Of the math classes (algebra, plane and solid geometry, trigonometry), I most enjoyed algebra. It was like solving a mystery or a puzzle. Solving equations to determine the value of an unknown (usually designated by a letter, e.g. x or y or z) was just plain fun. A simple example: if 2x = 6, it's pretty clear that x must = 3. That's intuitive even to non-mathematicians. The fun starts with more complex equations, including (but not limited to) quadratic equations. I just ate that stuff up.
Which was lucky, because my coursework in college was heavily weighted toward the sciences, whose common language is math. There is also a tight relationship between music and math. I confess I had a hard time with calculus (both differential and integral), though it's possible that a better teacher would have made a difference. Even so, I retained enough to actually become a teacher of general math, algebra and geometry later in life. To this day I can do math in my head faster than most people (especially store clerks) can manage on calculators or cash registers. Ha. I learned higher math back in the pre-calculator days of slide rules.

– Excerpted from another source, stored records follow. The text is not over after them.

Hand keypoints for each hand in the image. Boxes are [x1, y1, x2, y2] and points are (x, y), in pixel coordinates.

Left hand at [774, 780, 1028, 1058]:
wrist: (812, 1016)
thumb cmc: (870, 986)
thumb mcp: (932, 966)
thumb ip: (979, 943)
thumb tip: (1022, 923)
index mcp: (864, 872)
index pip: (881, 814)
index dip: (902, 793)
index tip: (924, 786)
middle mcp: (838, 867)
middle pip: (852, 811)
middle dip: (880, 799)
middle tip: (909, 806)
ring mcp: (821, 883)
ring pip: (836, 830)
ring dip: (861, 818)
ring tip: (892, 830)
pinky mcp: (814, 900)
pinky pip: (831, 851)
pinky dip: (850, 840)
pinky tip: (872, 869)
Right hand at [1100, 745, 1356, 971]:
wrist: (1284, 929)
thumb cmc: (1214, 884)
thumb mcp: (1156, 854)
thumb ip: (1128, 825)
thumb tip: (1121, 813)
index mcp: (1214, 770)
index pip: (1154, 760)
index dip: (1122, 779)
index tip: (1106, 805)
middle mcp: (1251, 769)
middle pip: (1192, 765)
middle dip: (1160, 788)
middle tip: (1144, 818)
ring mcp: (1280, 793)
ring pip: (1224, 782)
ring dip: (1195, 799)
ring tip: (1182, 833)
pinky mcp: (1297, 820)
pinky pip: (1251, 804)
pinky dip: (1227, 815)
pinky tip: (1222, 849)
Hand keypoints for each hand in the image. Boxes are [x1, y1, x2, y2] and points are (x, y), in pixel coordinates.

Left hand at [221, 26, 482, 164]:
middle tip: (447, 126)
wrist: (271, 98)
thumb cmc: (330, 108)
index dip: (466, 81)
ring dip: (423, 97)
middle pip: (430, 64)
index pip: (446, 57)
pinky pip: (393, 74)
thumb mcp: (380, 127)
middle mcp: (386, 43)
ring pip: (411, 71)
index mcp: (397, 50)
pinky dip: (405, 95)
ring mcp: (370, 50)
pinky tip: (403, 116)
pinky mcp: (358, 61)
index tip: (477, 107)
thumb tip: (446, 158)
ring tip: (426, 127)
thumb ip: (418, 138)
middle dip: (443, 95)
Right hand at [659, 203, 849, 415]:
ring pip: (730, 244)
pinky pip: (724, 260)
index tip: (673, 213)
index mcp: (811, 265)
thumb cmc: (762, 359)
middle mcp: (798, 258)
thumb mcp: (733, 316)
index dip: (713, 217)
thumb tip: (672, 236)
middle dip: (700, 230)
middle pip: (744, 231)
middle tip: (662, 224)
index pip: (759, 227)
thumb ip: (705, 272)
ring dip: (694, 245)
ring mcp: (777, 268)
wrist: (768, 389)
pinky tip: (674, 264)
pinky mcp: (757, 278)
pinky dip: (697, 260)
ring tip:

All of which leads us to Steven Stogatz's article in today's NYTimes -- the fourth installment in his series on math, this one titled (appropriately) "The Joy of X" (not to be confused with the book The Joy of Sex, though who knows?) . Stogatz does a wonderful job of laying out the basics of algebra, clearly and eloquently. A few quotes: "Solving for x is detective work. You've been handed a few clues about it, either in the form of an equation or a word description .... the goal is to identify x from the information given." ...... "Working with formulas, on the other hand, is a bit like art and science. Instead of dwelling on a particular x, you're manipulating and massaging relationships that continue to hold, even as the numbers in them change. These changing numbers are called 'variables', and they are what truly distinguishes algebra from arithmetic."
Well and truly spoken. Check out the complete article, and see if it doesn't pique your interest. One is never too young, or too old, to learn something new. I look forward to the remainder of Stogatz's series.